California on Thursday became the first state in the United States to take action against non-consensual condom removal during sex, an act known as “stealthy, “ NPR reports. This means that if during the consensual sexual act, a participant withdraws his condom without the consent of the other participants, that person can be sued in civil court. While this is certainly a step in the right direction and more than any other state, it is at best a half measure that does not go far enough to deter behavior.
The idea behind the manufacturing stealthy a civil offense as opposed to a criminal offense would be based on the needs of the victim. Alexandra Brodsky, a lawyer who wrote about the phenomenon in 2017, told NPR: “There are a lot of survivors who don’t want to see the person who injured them in prison but might really need help rebuilding their lives. life, paying for health care, paying off a medical debt, being able to take time off work to heal. The issue of stealth has also recently been explored in Michaela Cole’s Award-Winning TV Drama I can destroy you, which addressed consent on several levels and the consequences of its ignorance. Cole’s character ranked the act of stealing like rape.

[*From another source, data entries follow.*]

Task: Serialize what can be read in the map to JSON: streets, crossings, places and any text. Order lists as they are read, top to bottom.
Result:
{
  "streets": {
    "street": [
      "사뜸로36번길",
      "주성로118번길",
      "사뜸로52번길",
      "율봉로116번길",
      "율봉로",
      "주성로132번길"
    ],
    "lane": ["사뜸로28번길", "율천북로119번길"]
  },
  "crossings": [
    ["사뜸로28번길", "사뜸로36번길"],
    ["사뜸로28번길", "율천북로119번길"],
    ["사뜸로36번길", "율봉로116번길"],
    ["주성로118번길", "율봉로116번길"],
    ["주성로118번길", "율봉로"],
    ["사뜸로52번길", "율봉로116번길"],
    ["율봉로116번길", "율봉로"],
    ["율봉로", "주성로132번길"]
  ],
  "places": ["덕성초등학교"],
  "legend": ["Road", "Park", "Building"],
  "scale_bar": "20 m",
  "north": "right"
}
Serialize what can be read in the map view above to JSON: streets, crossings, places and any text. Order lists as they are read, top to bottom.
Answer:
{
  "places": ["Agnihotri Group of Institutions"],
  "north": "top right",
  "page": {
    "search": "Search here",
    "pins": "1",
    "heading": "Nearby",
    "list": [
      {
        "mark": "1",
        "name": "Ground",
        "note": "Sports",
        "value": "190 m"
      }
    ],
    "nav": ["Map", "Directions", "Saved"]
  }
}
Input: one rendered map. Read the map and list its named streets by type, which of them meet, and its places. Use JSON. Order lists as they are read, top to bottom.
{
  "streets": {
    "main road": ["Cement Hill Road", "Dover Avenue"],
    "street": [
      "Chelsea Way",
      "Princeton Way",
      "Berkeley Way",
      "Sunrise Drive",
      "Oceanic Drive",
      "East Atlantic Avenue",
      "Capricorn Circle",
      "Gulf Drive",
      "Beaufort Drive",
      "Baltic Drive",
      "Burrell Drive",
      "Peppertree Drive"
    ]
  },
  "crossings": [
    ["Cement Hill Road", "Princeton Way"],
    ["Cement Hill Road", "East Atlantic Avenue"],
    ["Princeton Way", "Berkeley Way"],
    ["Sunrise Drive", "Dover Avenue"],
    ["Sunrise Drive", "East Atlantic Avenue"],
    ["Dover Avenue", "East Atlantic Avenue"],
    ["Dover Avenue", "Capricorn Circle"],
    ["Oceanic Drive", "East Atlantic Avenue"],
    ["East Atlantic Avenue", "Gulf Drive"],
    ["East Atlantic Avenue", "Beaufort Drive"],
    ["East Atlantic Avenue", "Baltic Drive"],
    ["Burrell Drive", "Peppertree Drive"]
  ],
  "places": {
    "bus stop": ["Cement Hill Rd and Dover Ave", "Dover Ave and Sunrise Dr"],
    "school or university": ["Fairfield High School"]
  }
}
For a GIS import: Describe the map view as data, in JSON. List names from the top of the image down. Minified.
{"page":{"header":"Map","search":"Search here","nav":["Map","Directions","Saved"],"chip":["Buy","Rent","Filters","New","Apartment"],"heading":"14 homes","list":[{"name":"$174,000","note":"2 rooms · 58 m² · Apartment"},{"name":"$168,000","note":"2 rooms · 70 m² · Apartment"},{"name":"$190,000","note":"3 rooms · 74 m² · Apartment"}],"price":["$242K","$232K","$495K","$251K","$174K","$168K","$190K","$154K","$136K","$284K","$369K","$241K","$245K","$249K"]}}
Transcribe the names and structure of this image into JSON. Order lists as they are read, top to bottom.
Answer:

Providing a way forward for survivors is all well and good, but given this country’s inability to do anything against the perpetrators, as survivors are neglected and publicly humiliated rather than supported, one is understandably skeptical about to the value that can be found in expensive time and money. -a devouring civil lawsuit which will see only one author spend money.
What the stealth ban accomplishes is shed light on how consensual sex doesn’t always stay consensual from start to finish. Cristina Garcia, the state assembly member who introduced the legislation, “says she hopes the new law will lead to others like this – as well as a more nuanced understanding of the many. types of sexual violence “.